Dataset content -
━━━━━━━━━━━━━━━━━━━━

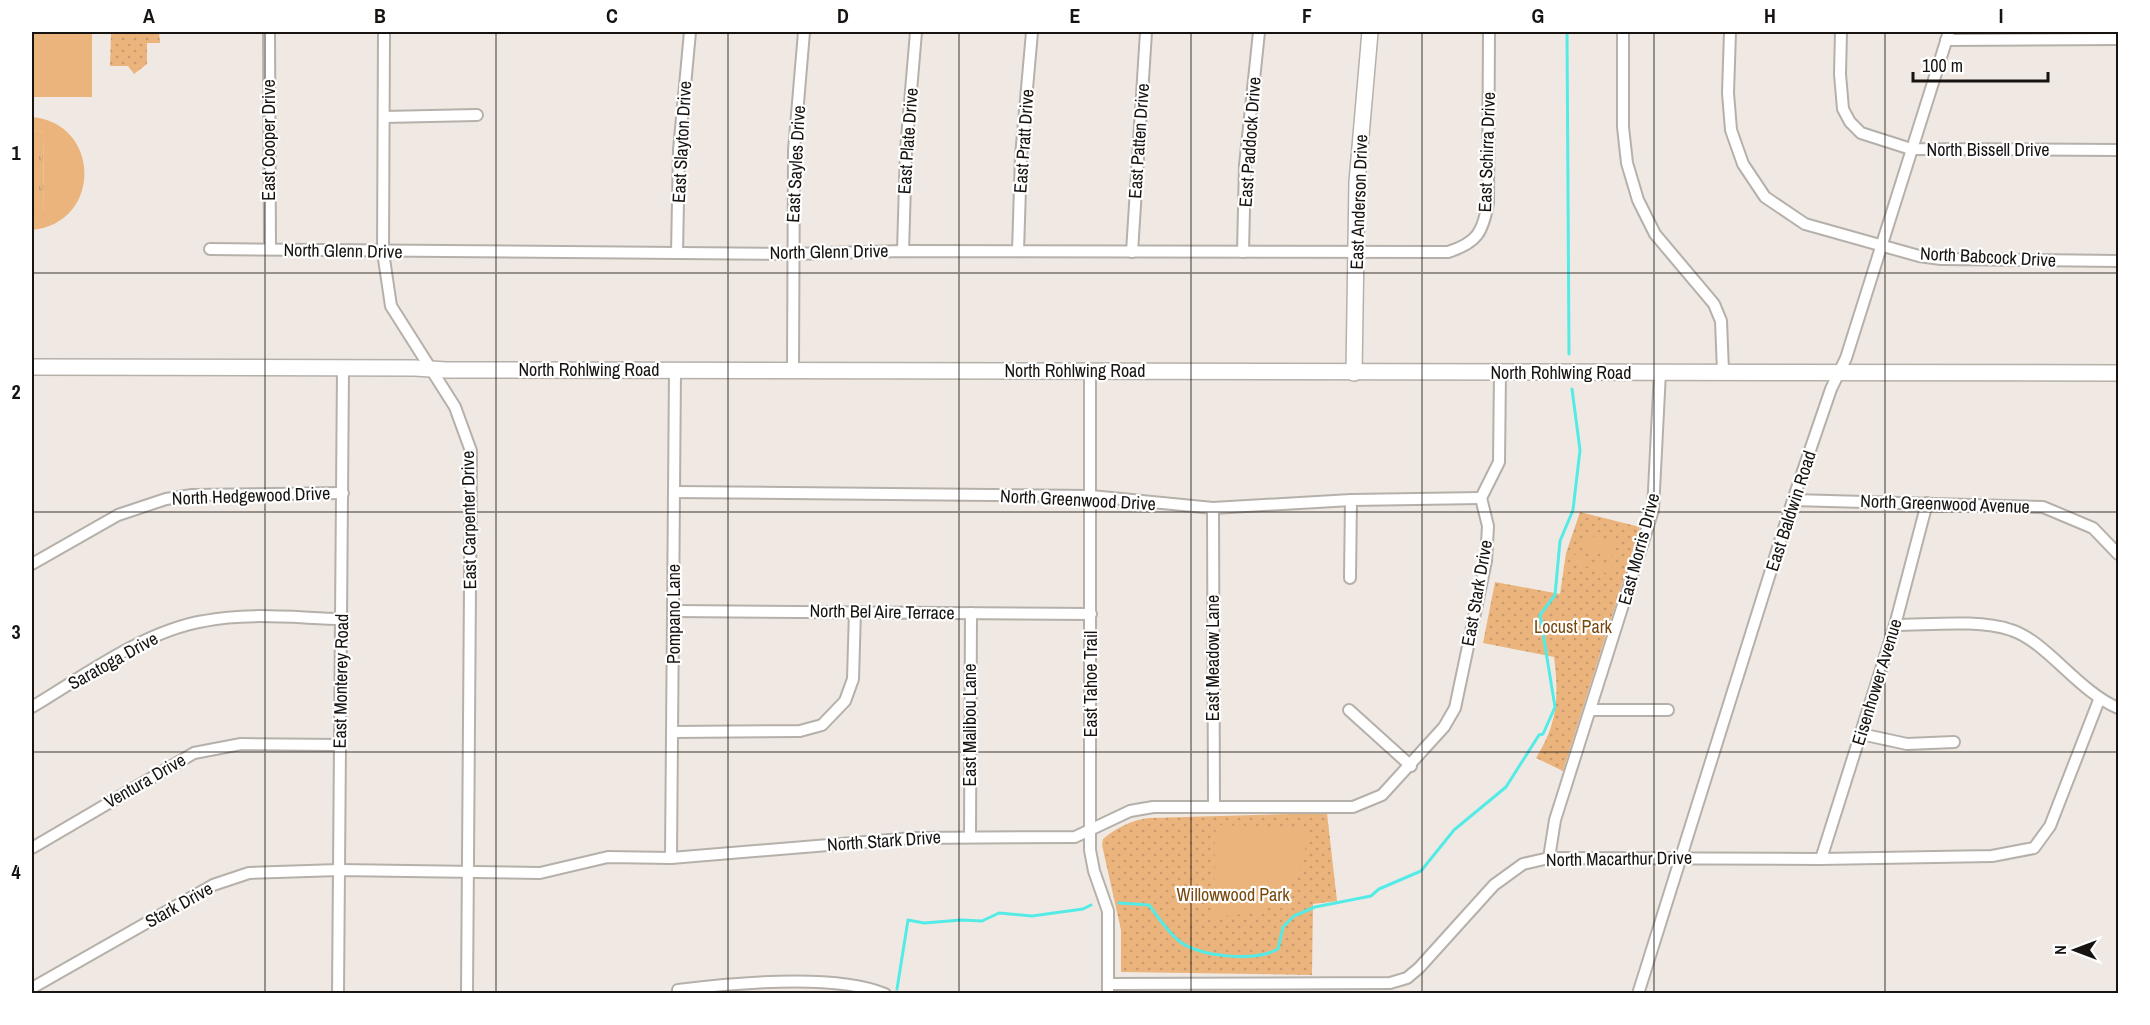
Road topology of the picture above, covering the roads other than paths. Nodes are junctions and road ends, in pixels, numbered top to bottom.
1 (269, 32) edge
2 (384, 32) edge
3 (690, 32) edge
4 (804, 32) edge
5 (916, 32) edge
6 (1032, 32) edge
7 (1146, 32) edge
8 (1259, 32) edge
9 (1370, 32) edge
10 (1489, 32) edge
11 (1623, 32) edge
12 (1730, 32) edge
13 (1841, 32) edge
14 (1947, 36) edge
15 (2118, 39) edge
16 (477, 115) dead end
17 (384, 117) junction
18 (1911, 149) junction
19 (2118, 150) edge
20 (1880, 245) junction
21 (210, 249) dead end
22 (270, 249) junction
23 (903, 251) junction
24 (1018, 251) junction
25 (383, 252) junction
26 (1132, 252) junction
27 (1243, 252) junction
28 (1356, 252) junction
29 (1449, 252) joint
30 (677, 253) junction
31 (792, 254) junction
32 (2118, 261) edge
33 (32, 366) edge
34 (429, 368) junction
35 (343, 369) junction
36 (675, 370) junction
37 (793, 370) junction
38 (1090, 371) junction
39 (1723, 371) junction
40 (1660, 372) junction
41 (1354, 373) junction
42 (1500, 373) junction
43 (2118, 373) edge
44 (1839, 374) junction
45 (674, 492) junction
46 (343, 493) junction
47 (1091, 496) junction
48 (1481, 498) junction
49 (1351, 500) junction
50 (1793, 500) junction
51 (1927, 503) junction
52 (1213, 508) junction
53 (2118, 554) edge
54 (32, 564) edge
55 (1350, 579) dead end
56 (674, 611) junction
57 (855, 612) junction
58 (971, 613) junction
59 (1091, 614) junction
60 (342, 618) junction
61 (1895, 625) junction
62 (2099, 700) junction
63 (32, 707) edge
64 (2118, 708) edge
65 (1349, 710) dead end
66 (1591, 710) junction
67 (1668, 710) dead end
68 (673, 732) junction
69 (1861, 734) junction
70 (1954, 742) dead end
71 (340, 745) junction
72 (1411, 766) junction
73 (1214, 807) junction
74 (1090, 830) junction
75 (970, 837) junction
76 (32, 848) edge
77 (671, 858) junction
78 (1549, 858) junction
79 (1682, 858) junction
80 (1821, 859) junction
81 (339, 870) junction
82 (468, 873) junction
83 (32, 988) edge
84 (808, 988) edge
85 (1108, 989) edge
86 (678, 992) edge
87 (338, 993) edge
88 (467, 993) edge
89 (885, 993) edge
90 (1638, 993) edge

1 - 22 street, East Cooper Drive
2 - 17 street, East Carpenter Drive
3 - 30 street, East Slayton Drive
4 - 31 street, East Sayles Drive
5 - 23 street, East Plate Drive
6 - 24 street, East Pratt Drive
7 - 26 street, East Patten Drive
8 - 27 street, East Paddock Drive
9 - 28 street, East Anderson Drive
10 - 29 street, East Schirra Drive
11 - 39 street
12 - 20 street, North Babcock Drive
13 - 18 street, North Bissell Drive
14 - 15 street
14 - 18 street, East Baldwin Road
16 - 17 street
17 - 25 street, East Carpenter Drive
18 - 19 street, North Bissell Drive
18 - 20 street, East Baldwin Road
20 - 32 street, North Babcock Drive
20 - 44 street, East Baldwin Road
21 - 22 street, North Glenn Drive
22 - 25 street, North Glenn Drive
23 - 24 street, North Glenn Drive
23 - 31 street, North Glenn Drive
24 - 26 street, North Glenn Drive
25 - 30 street, North Glenn Drive
25 - 34 street, East Carpenter Drive
26 - 27 street, North Glenn Drive
27 - 28 street, North Glenn Drive
28 - 29 street, North Glenn Drive
28 - 41 street, East Anderson Drive
30 - 31 street, North Glenn Drive
31 - 37 street, East Sayles Drive
33 - 35 street, North Rohlwing Road
34 - 35 street, North Rohlwing Road
34 - 36 street, North Rohlwing Road
34 - 82 street, East Carpenter Drive
35 - 46 street, East Monterey Road
36 - 37 street, North Rohlwing Road
36 - 45 street, Pompano Lane
37 - 38 street, North Rohlwing Road
38 - 41 street, North Rohlwing Road
38 - 47 street, East Tahoe Trail
39 - 40 street, North Rohlwing Road
39 - 44 street, North Rohlwing Road
40 - 42 street, North Rohlwing Road
40 - 66 street, East Morris Drive
41 - 42 street, North Rohlwing Road
42 - 48 street
43 - 44 street, North Rohlwing Road
44 - 50 street, East Baldwin Road
45 - 47 street, North Greenwood Drive
45 - 56 street, Pompano Lane
46 - 54 street, North Hedgewood Drive
46 - 60 street, East Monterey Road
47 - 52 street, North Greenwood Drive
47 - 59 street, East Tahoe Trail
48 - 49 street, North Greenwood Drive
48 - 72 street, East Stark Drive
49 - 52 street, North Greenwood Drive
49 - 55 street
50 - 51 street, North Greenwood Avenue
50 - 79 street, East Baldwin Road
51 - 53 street, North Greenwood Avenue
51 - 61 street, Eisenhower Avenue
52 - 73 street, East Meadow Lane
56 - 57 street, North Bel Aire Terrace
56 - 68 street, Pompano Lane
57 - 58 street, North Bel Aire Terrace
57 - 68 street
58 - 59 street, North Bel Aire Terrace
58 - 75 street, East Malibou Lane
59 - 74 street, East Tahoe Trail
60 - 63 street, Saratoga Drive
60 - 71 street, East Monterey Road
61 - 62 street
61 - 69 street, Eisenhower Avenue
62 - 64 street
62 - 80 street, North Macarthur Drive
65 - 72 street
66 - 67 street
66 - 78 street, East Morris Drive
68 - 77 street, Pompano Lane
69 - 70 street
69 - 80 street, Eisenhower Avenue
71 - 76 street, Ventura Drive
71 - 81 street, East Monterey Road
72 - 73 street, North Stark Drive
73 - 74 street, North Stark Drive
74 - 75 street, North Stark Drive
74 - 85 street, East Tahoe Trail
75 - 77 street, North Stark Drive
77 - 82 street, North Stark Drive
78 - 79 street, North Macarthur Drive
78 - 85 street, North Macarthur Drive
79 - 80 street, North Macarthur Drive
79 - 90 street, East Baldwin Road
81 - 82 street, North Stark Drive
81 - 83 street, Stark Drive
81 - 87 street, East Monterey Road
82 - 88 street, East Carpenter Drive
84 - 86 street
84 - 89 street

━━━━━━━━━━━━━━━━━━━━

Problem description - When you transcribe the entries, reproduce each line exactly and skip any picture.

Written response -
Road topology of the picture above, covering the roads other than paths. Nodes are junctions and road ends, in pixels, numbered top to bottom.
1 (269, 32) edge
2 (384, 32) edge
3 (690, 32) edge
4 (804, 32) edge
5 (916, 32) edge
6 (1032, 32) edge
7 (1146, 32) edge
8 (1259, 32) edge
9 (1370, 32) edge
10 (1489, 32) edge
11 (1623, 32) edge
12 (1730, 32) edge
13 (1841, 32) edge
14 (1947, 36) edge
15 (2118, 39) edge
16 (477, 115) dead end
17 (384, 117) junction
18 (1911, 149) junction
19 (2118, 150) edge
20 (1880, 245) junction
21 (210, 249) dead end
22 (270, 249) junction
23 (903, 251) junction
24 (1018, 251) junction
25 (383, 252) junction
26 (1132, 252) junction
27 (1243, 252) junction
28 (1356, 252) junction
29 (1449, 252) joint
30 (677, 253) junction
31 (792, 254) junction
32 (2118, 261) edge
33 (32, 366) edge
34 (429, 368) junction
35 (343, 369) junction
36 (675, 370) junction
37 (793, 370) junction
38 (1090, 371) junction
39 (1723, 371) junction
40 (1660, 372) junction
41 (1354, 373) junction
42 (1500, 373) junction
43 (2118, 373) edge
44 (1839, 374) junction
45 (674, 492) junction
46 (343, 493) junction
47 (1091, 496) junction
48 (1481, 498) junction
49 (1351, 500) junction
50 (1793, 500) junction
51 (1927, 503) junction
52 (1213, 508) junction
53 (2118, 554) edge
54 (32, 564) edge
55 (1350, 579) dead end
56 (674, 611) junction
57 (855, 612) junction
58 (971, 613) junction
59 (1091, 614) junction
60 (342, 618) junction
61 (1895, 625) junction
62 (2099, 700) junction
63 (32, 707) edge
64 (2118, 708) edge
65 (1349, 710) dead end
66 (1591, 710) junction
67 (1668, 710) dead end
68 (673, 732) junction
69 (1861, 734) junction
70 (1954, 742) dead end
71 (340, 745) junction
72 (1411, 766) junction
73 (1214, 807) junction
74 (1090, 830) junction
75 (970, 837) junction
76 (32, 848) edge
77 (671, 858) junction
78 (1549, 858) junction
79 (1682, 858) junction
80 (1821, 859) junction
81 (339, 870) junction
82 (468, 873) junction
83 (32, 988) edge
84 (808, 988) edge
85 (1108, 989) edge
86 (678, 992) edge
87 (338, 993) edge
88 (467, 993) edge
89 (885, 993) edge
90 (1638, 993) edge

1 - 22 street, East Cooper Drive
2 - 17 street, East Carpenter Drive
3 - 30 street, East Slayton Drive
4 - 31 street, East Sayles Drive
5 - 23 street, East Plate Drive
6 - 24 street, East Pratt Drive
7 - 26 street, East Patten Drive
8 - 27 street, East Paddock Drive
9 - 28 street, East Anderson Drive
10 - 29 street, East Schirra Drive
11 - 39 street
12 - 20 street, North Babcock Drive
13 - 18 street, North Bissell Drive
14 - 15 street
14 - 18 street, East Baldwin Road
16 - 17 street
17 - 25 street, East Carpenter Drive
18 - 19 street, North Bissell Drive
18 - 20 street, East Baldwin Road
20 - 32 street, North Babcock Drive
20 - 44 street, East Baldwin Road
21 - 22 street, North Glenn Drive
22 - 25 street, North Glenn Drive
23 - 24 street, North Glenn Drive
23 - 31 street, North Glenn Drive
24 - 26 street, North Glenn Drive
25 - 30 street, North Glenn Drive
25 - 34 street, East Carpenter Drive
26 - 27 street, North Glenn Drive
27 - 28 street, North Glenn Drive
28 - 29 street, North Glenn Drive
28 - 41 street, East Anderson Drive
30 - 31 street, North Glenn Drive
31 - 37 street, East Sayles Drive
33 - 35 street, North Rohlwing Road
34 - 35 street, North Rohlwing Road
34 - 36 street, North Rohlwing Road
34 - 82 street, East Carpenter Drive
35 - 46 street, East Monterey Road
36 - 37 street, North Rohlwing Road
36 - 45 street, Pompano Lane
37 - 38 street, North Rohlwing Road
38 - 41 street, North Rohlwing Road
38 - 47 street, East Tahoe Trail
39 - 40 street, North Rohlwing Road
39 - 44 street, North Rohlwing Road
40 - 42 street, North Rohlwing Road
40 - 66 street, East Morris Drive
41 - 42 street, North Rohlwing Road
42 - 48 street
43 - 44 street, North Rohlwing Road
44 - 50 street, East Baldwin Road
45 - 47 street, North Greenwood Drive
45 - 56 street, Pompano Lane
46 - 54 street, North Hedgewood Drive
46 - 60 street, East Monterey Road
47 - 52 street, North Greenwood Drive
47 - 59 street, East Tahoe Trail
48 - 49 street, North Greenwood Drive
48 - 72 street, East Stark Drive
49 - 52 street, North Greenwood Drive
49 - 55 street
50 - 51 street, North Greenwood Avenue
50 - 79 street, East Baldwin Road
51 - 53 street, North Greenwood Avenue
51 - 61 street, Eisenhower Avenue
52 - 73 street, East Meadow Lane
56 - 57 street, North Bel Aire Terrace
56 - 68 street, Pompano Lane
57 - 58 street, North Bel Aire Terrace
57 - 68 street
58 - 59 street, North Bel Aire Terrace
58 - 75 street, East Malibou Lane
59 - 74 street, East Tahoe Trail
60 - 63 street, Saratoga Drive
60 - 71 street, East Monterey Road
61 - 62 street
61 - 69 street, Eisenhower Avenue
62 - 64 street
62 - 80 street, North Macarthur Drive
65 - 72 street
66 - 67 street
66 - 78 street, East Morris Drive
68 - 77 street, Pompano Lane
69 - 70 street
69 - 80 street, Eisenhower Avenue
71 - 76 street, Ventura Drive
71 - 81 street, East Monterey Road
72 - 73 street, North Stark Drive
73 - 74 street, North Stark Drive
74 - 75 street, North Stark Drive
74 - 85 street, East Tahoe Trail
75 - 77 street, North Stark Drive
77 - 82 street, North Stark Drive
78 - 79 street, North Macarthur Drive
78 - 85 street, North Macarthur Drive
79 - 80 street, North Macarthur Drive
79 - 90 street, East Baldwin Road
81 - 82 street, North Stark Drive
81 - 83 street, Stark Drive
81 - 87 street, East Monterey Road
82 - 88 street, East Carpenter Drive
84 - 86 street
84 - 89 street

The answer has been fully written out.